Collected data entries
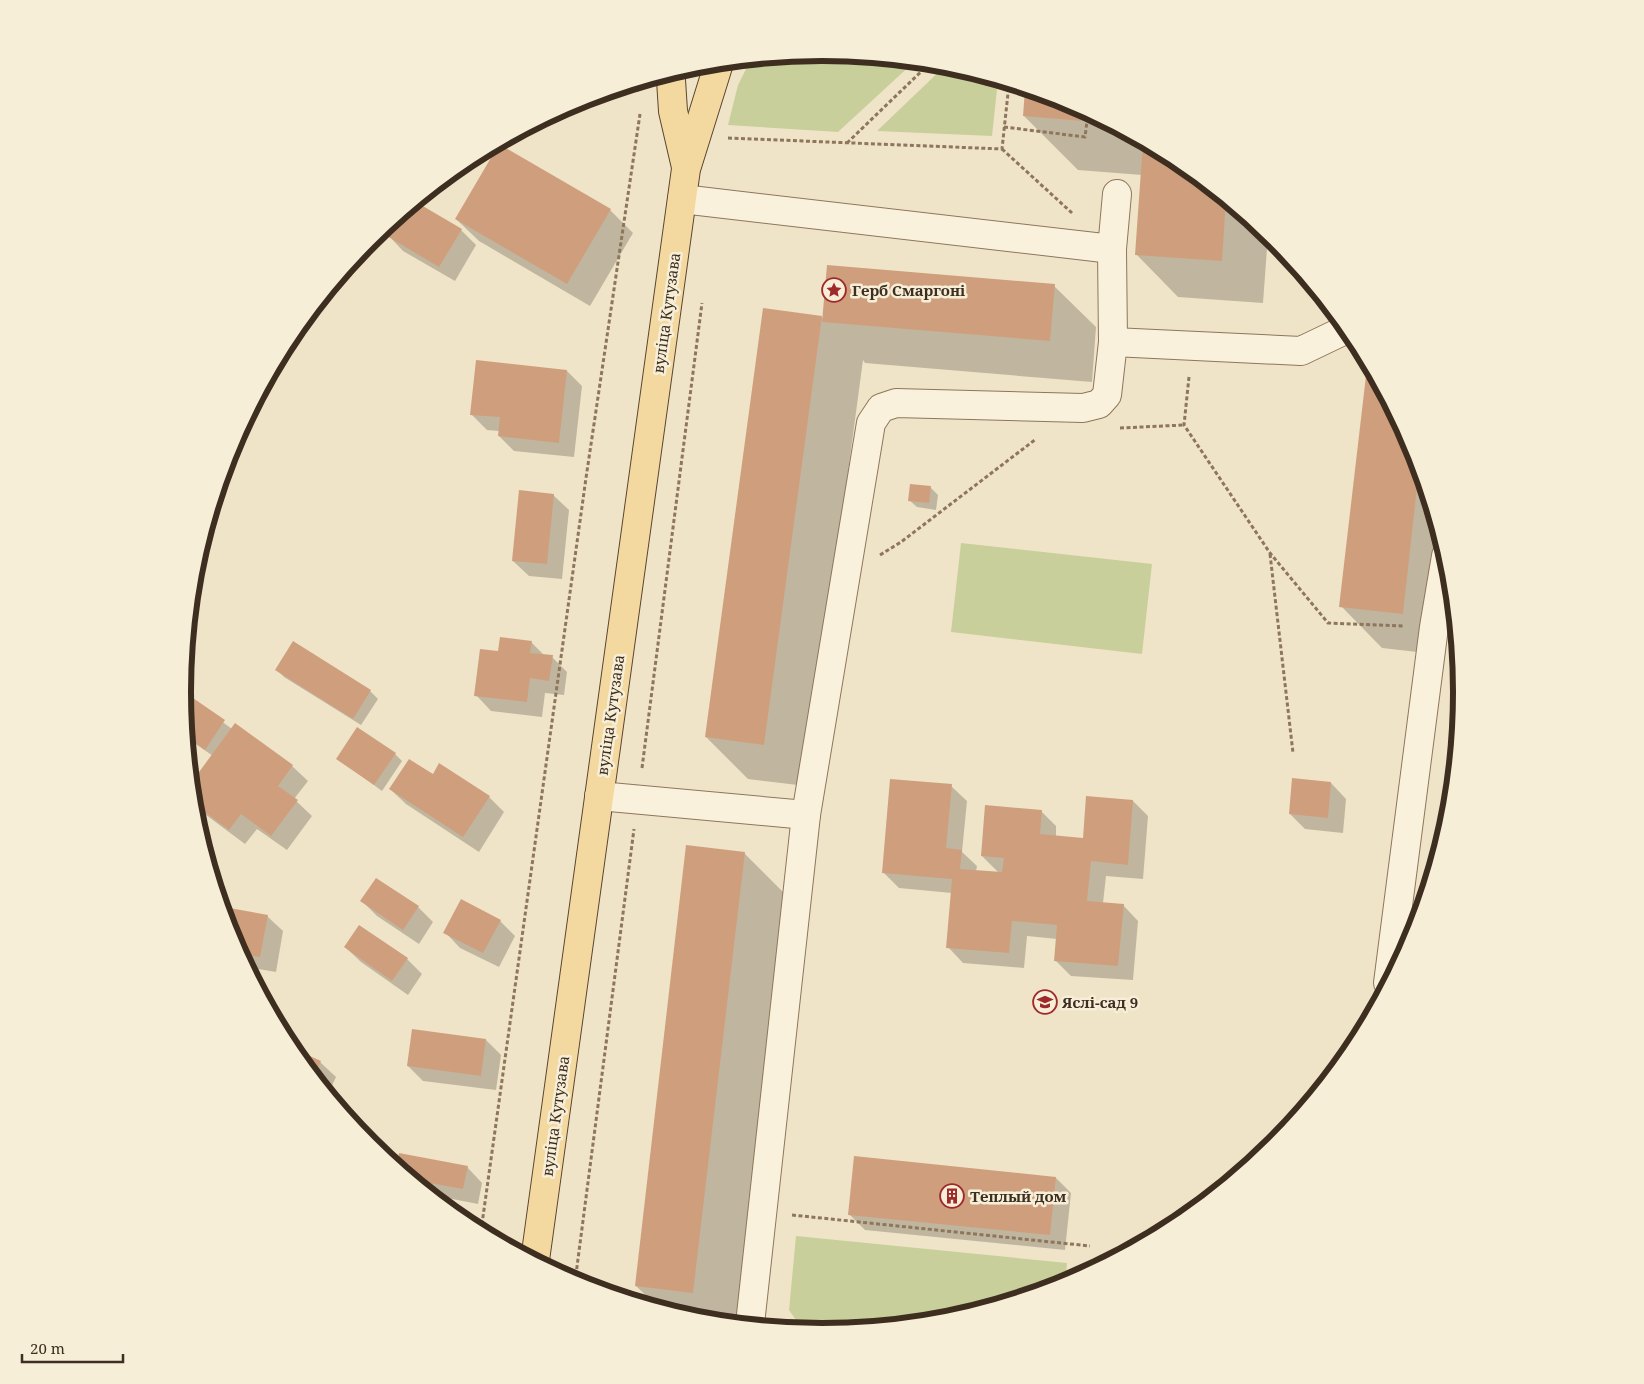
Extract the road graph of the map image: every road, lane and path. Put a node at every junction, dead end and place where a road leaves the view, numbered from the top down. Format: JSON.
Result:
{"nodes":[{"id":1,"x":717,"y":70,"type":"edge"},
{"id":2,"x":923,"y":70,"type":"edge"},
{"id":3,"x":671,"y":80,"type":"edge"},
{"id":4,"x":1008,"y":90,"type":"edge"},
{"id":5,"x":640,"y":113,"type":"dead end"},
{"id":6,"x":1087,"y":121,"type":"dead end"},
{"id":7,"x":1004,"y":127,"type":"junction"},
{"id":8,"x":723,"y":138,"type":"dead end"},
{"id":9,"x":847,"y":143,"type":"junction"},
{"id":10,"x":1002,"y":149,"type":"junction"},
{"id":11,"x":686,"y":169,"type":"junction"},
{"id":12,"x":1117,"y":194,"type":"dead end"},
{"id":13,"x":682,"y":199,"type":"junction"},
{"id":14,"x":1076,"y":216,"type":"dead end"},
{"id":15,"x":1112,"y":249,"type":"junction"},
{"id":16,"x":702,"y":300,"type":"dead end"},
{"id":17,"x":1339,"y":333,"type":"edge"},
{"id":18,"x":1113,"y":342,"type":"junction"},
{"id":19,"x":1192,"y":346,"type":"junction"},
{"id":20,"x":1184,"y":425,"type":"junction"},
{"id":21,"x":1114,"y":428,"type":"dead end"},
{"id":22,"x":1037,"y":438,"type":"dead end"},
{"id":23,"x":1270,"y":553,"type":"junction"},
{"id":24,"x":846,"y":576,"type":"junction"},
{"id":25,"x":1445,"y":599,"type":"edge"},
{"id":26,"x":1445,"y":627,"type":"edge"},
{"id":27,"x":1293,"y":753,"type":"dead end"},
{"id":28,"x":599,"y":796,"type":"junction"},
{"id":29,"x":638,"y":799,"type":"junction"},
{"id":30,"x":806,"y":815,"type":"junction"},
{"id":31,"x":1391,"y":964,"type":"edge"},
{"id":32,"x":762,"y":1212,"type":"junction"},
{"id":33,"x":481,"y":1222,"type":"edge"},
{"id":34,"x":1090,"y":1246,"type":"dead end"},
{"id":35,"x":536,"y":1254,"type":"edge"},
{"id":36,"x":576,"y":1273,"type":"edge"},
{"id":37,"x":751,"y":1318,"type":"edge"}],
"edges":[{"from":1,"to":11,"type":"main road","name":"вуліца Кутузава"},
{"from":2,"to":9,"type":"path"},
{"from":3,"to":11,"type":"main road","name":"вуліца Кутузава"},
{"from":4,"to":7,"type":"path"},
{"from":5,"to":33,"type":"path"},
{"from":6,"to":7,"type":"path"},
{"from":7,"to":10,"type":"path"},
{"from":8,"to":9,"type":"path"},
{"from":9,"to":10,"type":"path"},
{"from":10,"to":14,"type":"path"},
{"from":11,"to":13,"type":"main road","name":"вуліца Кутузава"},
{"from":12,"to":15,"type":"lane"},
{"from":13,"to":15,"type":"lane"},
{"from":13,"to":28,"type":"main road","name":"вуліца Кутузава"},
{"from":15,"to":18,"type":"lane"},
{"from":16,"to":29,"type":"path"},
{"from":17,"to":19,"type":"lane"},
{"from":18,"to":19,"type":"lane"},
{"from":18,"to":24,"type":"lane"},
{"from":19,"to":20,"type":"path"},
{"from":20,"to":21,"type":"path"},
{"from":20,"to":23,"type":"path"},
{"from":22,"to":24,"type":"path"},
{"from":23,"to":26,"type":"path"},
{"from":23,"to":27,"type":"path"},
{"from":24,"to":30,"type":"lane"},
{"from":25,"to":26,"type":"lane"},
{"from":26,"to":31,"type":"lane"},
{"from":28,"to":29,"type":"lane"},
{"from":28,"to":35,"type":"main road","name":"вуліца Кутузава"},
{"from":29,"to":30,"type":"lane"},
{"from":29,"to":36,"type":"path"},
{"from":30,"to":32,"type":"lane"},
{"from":32,"to":34,"type":"path"},
{"from":32,"to":37,"type":"lane"}]}
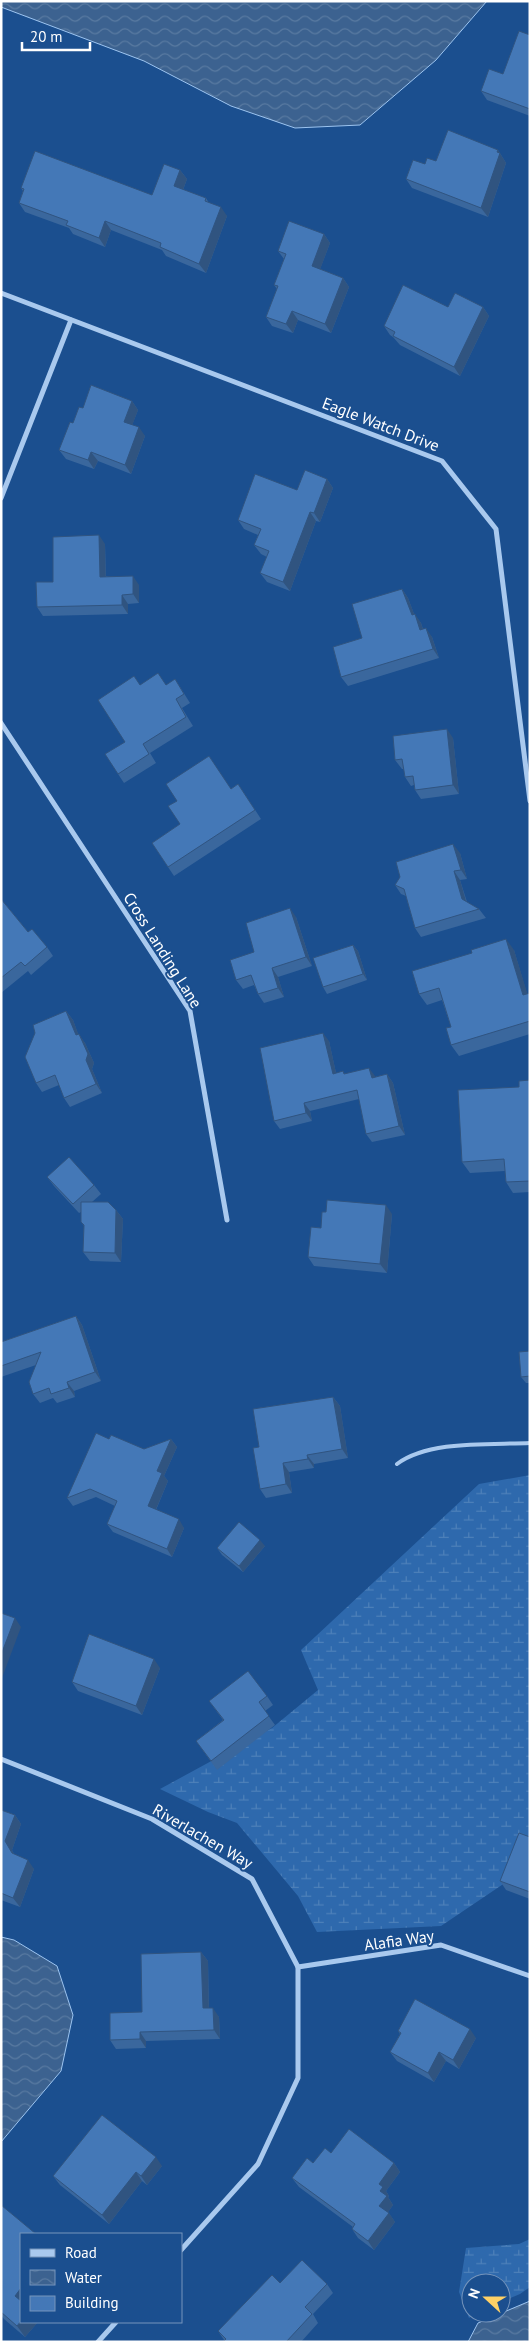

> **WORK TO BE COMPLETED**: Output nothing but the records above, word for word, with the pictures removed.

> **ANSWER TO THE EXERCISE**:
Extract the road graph of the map image: every road, lane and path. Put a node at every junction, dead end and place where a road leaves the view, numbered from the top down. Format: JSON.
Result:
{"nodes":[{"id":1,"x":717,"y":70,"type":"edge"},
{"id":2,"x":923,"y":70,"type":"edge"},
{"id":3,"x":671,"y":80,"type":"edge"},
{"id":4,"x":1008,"y":90,"type":"edge"},
{"id":5,"x":640,"y":113,"type":"dead end"},
{"id":6,"x":1087,"y":121,"type":"dead end"},
{"id":7,"x":1004,"y":127,"type":"junction"},
{"id":8,"x":723,"y":138,"type":"dead end"},
{"id":9,"x":847,"y":143,"type":"junction"},
{"id":10,"x":1002,"y":149,"type":"junction"},
{"id":11,"x":686,"y":169,"type":"junction"},
{"id":12,"x":1117,"y":194,"type":"dead end"},
{"id":13,"x":682,"y":199,"type":"junction"},
{"id":14,"x":1076,"y":216,"type":"dead end"},
{"id":15,"x":1112,"y":249,"type":"junction"},
{"id":16,"x":702,"y":300,"type":"dead end"},
{"id":17,"x":1339,"y":333,"type":"edge"},
{"id":18,"x":1113,"y":342,"type":"junction"},
{"id":19,"x":1192,"y":346,"type":"junction"},
{"id":20,"x":1184,"y":425,"type":"junction"},
{"id":21,"x":1114,"y":428,"type":"dead end"},
{"id":22,"x":1037,"y":438,"type":"dead end"},
{"id":23,"x":1270,"y":553,"type":"junction"},
{"id":24,"x":846,"y":576,"type":"junction"},
{"id":25,"x":1445,"y":599,"type":"edge"},
{"id":26,"x":1445,"y":627,"type":"edge"},
{"id":27,"x":1293,"y":753,"type":"dead end"},
{"id":28,"x":599,"y":796,"type":"junction"},
{"id":29,"x":638,"y":799,"type":"junction"},
{"id":30,"x":806,"y":815,"type":"junction"},
{"id":31,"x":1391,"y":964,"type":"edge"},
{"id":32,"x":762,"y":1212,"type":"junction"},
{"id":33,"x":481,"y":1222,"type":"edge"},
{"id":34,"x":1090,"y":1246,"type":"dead end"},
{"id":35,"x":536,"y":1254,"type":"edge"},
{"id":36,"x":576,"y":1273,"type":"edge"},
{"id":37,"x":751,"y":1318,"type":"edge"}],
"edges":[{"from":1,"to":11,"type":"main road","name":"вуліца Кутузава"},
{"from":2,"to":9,"type":"path"},
{"from":3,"to":11,"type":"main road","name":"вуліца Кутузава"},
{"from":4,"to":7,"type":"path"},
{"from":5,"to":33,"type":"path"},
{"from":6,"to":7,"type":"path"},
{"from":7,"to":10,"type":"path"},
{"from":8,"to":9,"type":"path"},
{"from":9,"to":10,"type":"path"},
{"from":10,"to":14,"type":"path"},
{"from":11,"to":13,"type":"main road","name":"вуліца Кутузава"},
{"from":12,"to":15,"type":"lane"},
{"from":13,"to":15,"type":"lane"},
{"from":13,"to":28,"type":"main road","name":"вуліца Кутузава"},
{"from":15,"to":18,"type":"lane"},
{"from":16,"to":29,"type":"path"},
{"from":17,"to":19,"type":"lane"},
{"from":18,"to":19,"type":"lane"},
{"from":18,"to":24,"type":"lane"},
{"from":19,"to":20,"type":"path"},
{"from":20,"to":21,"type":"path"},
{"from":20,"to":23,"type":"path"},
{"from":22,"to":24,"type":"path"},
{"from":23,"to":26,"type":"path"},
{"from":23,"to":27,"type":"path"},
{"from":24,"to":30,"type":"lane"},
{"from":25,"to":26,"type":"lane"},
{"from":26,"to":31,"type":"lane"},
{"from":28,"to":29,"type":"lane"},
{"from":28,"to":35,"type":"main road","name":"вуліца Кутузава"},
{"from":29,"to":30,"type":"lane"},
{"from":29,"to":36,"type":"path"},
{"from":30,"to":32,"type":"lane"},
{"from":32,"to":34,"type":"path"},
{"from":32,"to":37,"type":"lane"}]}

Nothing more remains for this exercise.